Wednesday, November 26, 2008

Wreckage of historic slave ship that carried illegal cargo of Africans found in the Caribbean


Marine archaeologists have stumbled upon the wreck of a Spanish ship that once carried an illegal cargo of African slaves believed to be the ancestors of many of today's inhabitants of the British colonies of Turks and Caicos.

They are confident the oaken timbers submerged under 9ft of water off East Caicos island are the remains of the Spanish slave ship Trouvadore, which sank in the Atlantic archipelago south of the Bahamas in 1841.

'We have compelling circumstantial evidence that this is the Trouvadore,' Donald Keith, president of the Ships of Discovery marine archeology institute said.

The Trouvadore carried 93 African captives and was headed to Cuba where they were to be enslaved in the sugar cane fields, according to historical documents.

It went down after hitting a reef and those aboard managed to wade ashore.

The crew shot and killed one African woman but the other 92 slaves survived and were freed in the Turks and Caicos, where Britain had abolished slavery eight years earlier.

The majority were apprenticed to work in the Island's salt ponds for a year in order to pay for their rescue, and then freed.

The incident was forgotten until 1993, when Grethe Seim, the late founder of the Turks and Caicos National Museum, visited the Smithsonian Institution in Washington.

He was accompanied by Donald Keith, president of the Ships of Discovery marine archeology institute. They were surprised to find a letter written by an artifact salesman on Grand Turk Island in 1878, describing the sale of two African wooden idols with glass eyes.

His letter said the dolls came from a Spanish slave ship that sank in 1841, and gave details about the shipwreck and the African passengers.

'Although the sinking of the Trouvadore was a major event on the Island, the story was lost to history over the following century and a half,' said Carrell.

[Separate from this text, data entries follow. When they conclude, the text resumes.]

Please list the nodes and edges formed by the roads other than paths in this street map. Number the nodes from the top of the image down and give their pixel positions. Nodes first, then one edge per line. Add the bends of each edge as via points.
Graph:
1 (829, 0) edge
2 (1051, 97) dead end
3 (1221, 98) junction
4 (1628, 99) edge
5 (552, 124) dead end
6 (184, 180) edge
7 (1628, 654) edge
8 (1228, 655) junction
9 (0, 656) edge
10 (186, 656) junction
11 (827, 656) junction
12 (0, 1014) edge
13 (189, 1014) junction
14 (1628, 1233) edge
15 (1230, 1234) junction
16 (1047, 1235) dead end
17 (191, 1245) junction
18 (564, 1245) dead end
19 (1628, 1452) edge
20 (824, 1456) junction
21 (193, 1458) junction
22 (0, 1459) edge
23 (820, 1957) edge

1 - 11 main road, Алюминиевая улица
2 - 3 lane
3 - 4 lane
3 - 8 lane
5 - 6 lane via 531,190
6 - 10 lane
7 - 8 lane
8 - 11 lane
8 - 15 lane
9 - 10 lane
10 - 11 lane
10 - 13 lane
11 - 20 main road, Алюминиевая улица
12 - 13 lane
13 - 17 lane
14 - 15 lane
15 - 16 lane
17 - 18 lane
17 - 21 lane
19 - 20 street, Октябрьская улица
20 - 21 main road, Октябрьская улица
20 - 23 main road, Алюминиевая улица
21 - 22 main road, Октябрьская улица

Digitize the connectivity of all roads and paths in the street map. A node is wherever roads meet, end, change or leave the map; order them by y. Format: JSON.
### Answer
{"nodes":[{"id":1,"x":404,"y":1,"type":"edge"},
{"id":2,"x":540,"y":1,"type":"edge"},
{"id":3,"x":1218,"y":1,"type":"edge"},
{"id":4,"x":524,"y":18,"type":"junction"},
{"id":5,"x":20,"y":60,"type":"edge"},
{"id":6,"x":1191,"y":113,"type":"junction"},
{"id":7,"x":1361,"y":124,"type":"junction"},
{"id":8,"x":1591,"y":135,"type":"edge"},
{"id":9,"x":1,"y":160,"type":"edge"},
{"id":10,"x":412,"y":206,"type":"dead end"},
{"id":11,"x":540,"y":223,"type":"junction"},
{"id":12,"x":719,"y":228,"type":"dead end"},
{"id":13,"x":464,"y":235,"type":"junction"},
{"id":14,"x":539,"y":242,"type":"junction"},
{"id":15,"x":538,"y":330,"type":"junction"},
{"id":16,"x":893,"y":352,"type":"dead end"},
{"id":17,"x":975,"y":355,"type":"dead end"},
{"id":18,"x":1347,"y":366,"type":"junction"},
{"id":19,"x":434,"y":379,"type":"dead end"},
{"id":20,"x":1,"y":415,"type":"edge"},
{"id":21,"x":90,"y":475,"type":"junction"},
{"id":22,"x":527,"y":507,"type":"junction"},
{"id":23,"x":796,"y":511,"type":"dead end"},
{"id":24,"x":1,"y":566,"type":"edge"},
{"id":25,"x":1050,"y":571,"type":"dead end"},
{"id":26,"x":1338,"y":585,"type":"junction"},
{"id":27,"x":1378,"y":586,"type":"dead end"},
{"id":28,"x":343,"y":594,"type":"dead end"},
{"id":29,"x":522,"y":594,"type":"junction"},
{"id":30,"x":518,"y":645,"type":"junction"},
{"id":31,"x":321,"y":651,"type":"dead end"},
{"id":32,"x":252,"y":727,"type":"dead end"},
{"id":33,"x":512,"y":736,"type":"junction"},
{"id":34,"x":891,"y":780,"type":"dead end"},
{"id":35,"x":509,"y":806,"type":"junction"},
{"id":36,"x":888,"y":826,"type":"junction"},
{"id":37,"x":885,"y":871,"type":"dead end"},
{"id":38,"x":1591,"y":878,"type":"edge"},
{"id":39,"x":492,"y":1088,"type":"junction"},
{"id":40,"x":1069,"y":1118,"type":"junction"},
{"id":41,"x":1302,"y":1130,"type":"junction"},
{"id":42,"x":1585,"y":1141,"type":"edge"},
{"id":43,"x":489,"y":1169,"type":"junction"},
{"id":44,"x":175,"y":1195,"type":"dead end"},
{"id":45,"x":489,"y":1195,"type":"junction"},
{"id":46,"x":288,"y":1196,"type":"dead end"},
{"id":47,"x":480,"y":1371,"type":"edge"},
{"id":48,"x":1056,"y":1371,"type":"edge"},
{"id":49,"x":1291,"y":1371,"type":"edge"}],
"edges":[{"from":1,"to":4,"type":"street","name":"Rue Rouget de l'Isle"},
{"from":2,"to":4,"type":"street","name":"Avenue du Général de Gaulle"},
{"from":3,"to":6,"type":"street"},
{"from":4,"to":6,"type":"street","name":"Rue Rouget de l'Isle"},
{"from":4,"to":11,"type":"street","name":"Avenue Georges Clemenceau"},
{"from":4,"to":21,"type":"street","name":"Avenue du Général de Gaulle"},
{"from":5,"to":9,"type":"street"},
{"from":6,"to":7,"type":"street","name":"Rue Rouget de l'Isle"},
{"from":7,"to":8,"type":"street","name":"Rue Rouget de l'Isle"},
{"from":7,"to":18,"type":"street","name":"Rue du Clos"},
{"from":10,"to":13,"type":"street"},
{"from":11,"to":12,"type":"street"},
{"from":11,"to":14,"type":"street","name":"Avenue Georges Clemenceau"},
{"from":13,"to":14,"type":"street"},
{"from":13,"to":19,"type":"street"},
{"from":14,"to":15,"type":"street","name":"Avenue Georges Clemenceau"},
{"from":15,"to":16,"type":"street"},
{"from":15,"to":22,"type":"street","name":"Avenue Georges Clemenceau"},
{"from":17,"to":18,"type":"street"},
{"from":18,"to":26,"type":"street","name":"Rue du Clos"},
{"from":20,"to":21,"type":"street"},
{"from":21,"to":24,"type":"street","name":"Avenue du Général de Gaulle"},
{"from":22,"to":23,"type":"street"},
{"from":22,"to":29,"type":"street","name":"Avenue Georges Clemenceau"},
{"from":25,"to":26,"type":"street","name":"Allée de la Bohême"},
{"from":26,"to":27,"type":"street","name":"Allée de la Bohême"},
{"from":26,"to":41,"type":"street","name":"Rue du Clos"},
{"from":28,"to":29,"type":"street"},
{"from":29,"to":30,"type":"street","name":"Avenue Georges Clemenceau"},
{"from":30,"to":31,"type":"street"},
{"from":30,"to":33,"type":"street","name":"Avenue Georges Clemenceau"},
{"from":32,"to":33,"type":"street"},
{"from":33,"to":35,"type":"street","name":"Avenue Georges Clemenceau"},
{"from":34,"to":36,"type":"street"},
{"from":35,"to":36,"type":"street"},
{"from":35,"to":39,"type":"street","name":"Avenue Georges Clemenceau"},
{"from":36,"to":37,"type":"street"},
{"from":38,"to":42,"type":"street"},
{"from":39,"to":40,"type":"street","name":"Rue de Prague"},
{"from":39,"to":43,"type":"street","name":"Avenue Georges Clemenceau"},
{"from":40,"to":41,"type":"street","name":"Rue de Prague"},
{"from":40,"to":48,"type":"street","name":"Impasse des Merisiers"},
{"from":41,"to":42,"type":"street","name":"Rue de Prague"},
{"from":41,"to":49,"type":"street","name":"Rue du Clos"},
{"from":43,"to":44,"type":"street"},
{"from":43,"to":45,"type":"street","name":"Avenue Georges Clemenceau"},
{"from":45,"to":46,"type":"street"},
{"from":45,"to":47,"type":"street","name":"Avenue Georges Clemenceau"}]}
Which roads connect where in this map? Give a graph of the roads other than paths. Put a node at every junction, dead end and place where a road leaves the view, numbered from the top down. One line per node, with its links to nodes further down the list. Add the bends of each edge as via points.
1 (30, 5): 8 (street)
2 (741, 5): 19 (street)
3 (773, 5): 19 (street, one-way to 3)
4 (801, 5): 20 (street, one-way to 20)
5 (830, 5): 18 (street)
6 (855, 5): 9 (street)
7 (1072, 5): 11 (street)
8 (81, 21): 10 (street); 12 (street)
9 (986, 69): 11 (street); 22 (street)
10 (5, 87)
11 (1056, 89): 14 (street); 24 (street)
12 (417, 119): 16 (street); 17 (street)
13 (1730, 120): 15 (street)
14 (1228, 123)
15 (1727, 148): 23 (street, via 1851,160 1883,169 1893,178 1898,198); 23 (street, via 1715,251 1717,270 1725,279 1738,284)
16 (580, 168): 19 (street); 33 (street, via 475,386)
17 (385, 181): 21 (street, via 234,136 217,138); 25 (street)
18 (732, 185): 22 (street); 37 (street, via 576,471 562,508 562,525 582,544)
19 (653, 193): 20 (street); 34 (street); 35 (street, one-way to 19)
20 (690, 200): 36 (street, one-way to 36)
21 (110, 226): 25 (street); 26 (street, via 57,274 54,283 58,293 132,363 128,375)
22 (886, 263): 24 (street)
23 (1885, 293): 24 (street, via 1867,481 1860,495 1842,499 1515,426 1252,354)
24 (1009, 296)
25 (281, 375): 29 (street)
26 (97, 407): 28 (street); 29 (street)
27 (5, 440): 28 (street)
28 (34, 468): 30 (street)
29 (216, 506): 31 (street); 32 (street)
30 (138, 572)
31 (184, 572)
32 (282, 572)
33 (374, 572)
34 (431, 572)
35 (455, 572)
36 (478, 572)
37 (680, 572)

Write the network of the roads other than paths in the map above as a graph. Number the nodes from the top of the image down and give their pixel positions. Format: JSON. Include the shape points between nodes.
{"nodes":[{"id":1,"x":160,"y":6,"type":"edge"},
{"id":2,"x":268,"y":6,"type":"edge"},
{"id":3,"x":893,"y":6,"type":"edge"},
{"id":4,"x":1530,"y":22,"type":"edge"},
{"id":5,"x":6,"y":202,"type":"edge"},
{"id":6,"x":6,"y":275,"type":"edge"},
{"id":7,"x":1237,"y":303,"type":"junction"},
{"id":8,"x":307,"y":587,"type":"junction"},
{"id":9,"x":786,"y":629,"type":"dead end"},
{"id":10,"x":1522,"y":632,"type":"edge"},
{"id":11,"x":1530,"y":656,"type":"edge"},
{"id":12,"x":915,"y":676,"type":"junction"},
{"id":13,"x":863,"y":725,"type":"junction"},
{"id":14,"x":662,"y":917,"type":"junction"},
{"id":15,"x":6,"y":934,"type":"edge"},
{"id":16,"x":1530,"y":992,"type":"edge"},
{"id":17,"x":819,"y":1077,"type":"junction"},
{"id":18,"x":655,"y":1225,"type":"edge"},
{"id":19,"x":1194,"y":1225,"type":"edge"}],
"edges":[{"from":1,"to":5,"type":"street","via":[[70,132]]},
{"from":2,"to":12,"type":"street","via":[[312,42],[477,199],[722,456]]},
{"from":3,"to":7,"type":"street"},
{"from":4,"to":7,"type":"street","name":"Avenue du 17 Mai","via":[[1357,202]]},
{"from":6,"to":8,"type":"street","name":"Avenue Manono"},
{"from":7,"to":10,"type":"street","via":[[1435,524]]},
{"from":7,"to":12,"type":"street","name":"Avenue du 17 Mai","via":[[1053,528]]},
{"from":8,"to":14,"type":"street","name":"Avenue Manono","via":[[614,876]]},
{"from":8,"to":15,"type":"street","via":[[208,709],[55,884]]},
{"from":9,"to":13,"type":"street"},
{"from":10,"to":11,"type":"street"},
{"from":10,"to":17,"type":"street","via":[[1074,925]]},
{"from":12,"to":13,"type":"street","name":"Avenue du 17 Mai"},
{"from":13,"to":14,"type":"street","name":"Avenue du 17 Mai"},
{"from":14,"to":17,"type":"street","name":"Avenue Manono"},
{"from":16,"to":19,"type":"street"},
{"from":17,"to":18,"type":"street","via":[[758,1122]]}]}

'We were stunned to realize that Turks and Caicos residents had never heard of the shipwreck that brought their ancestors to the Island.'

Using historical accounts of where the Trouvadore went down, along with remote sensing and visual searches, archaeologists focused on a ship near a local landmark known as the Black Rock. Records showed the Trouvadore had sunk at Breezy Point, approximately two miles from the Black Rock Wreck location.

'But with the wind blowing constantly from the east, and a current running from that direction, the ship would have drifted,' Mr Keith said

His team used careful measurements of the hull and years of research to amass compelling circumstantial evidence that the Black Rock Wreck could only be the Trouvadore

Researchers are still hunting for the document they consider the Trouvadore's holy grail. Records show that regional authorities ordered local officials in the Turks and Caicos to send a list of the English names they had given the African survivors.

If it still exists, it could show which residents are their descendants.

Other loose ends remain. The artifact seller's glass-eyed dolls, which ended up in the Museum of Natural History in New York, turned out to be distinctive kava kava dolls produced only on Easter Island in the Pacific.

'Somehow or other, somebody on the Trouvadore had two kava kava figurines from Easter Island with them,' Mr Keith said. 'That's another mystery.'

Like their neighbors in the Bahamas and many Caribbean islands, most of the 30,000 modern residents of the Turks and Caicos are thought to be descended from African slaves. But the research suggests many could be descended from the Trouvadore passengers, who were spared enslavement by the shipwreck.

Archeologists also found a US navy ship, the Chippewa, known to have sunk near another island in the area in 1816.

The Chippewa was part of America's efforts to stop the African slave trade and piracy by patrolling the Caribbean.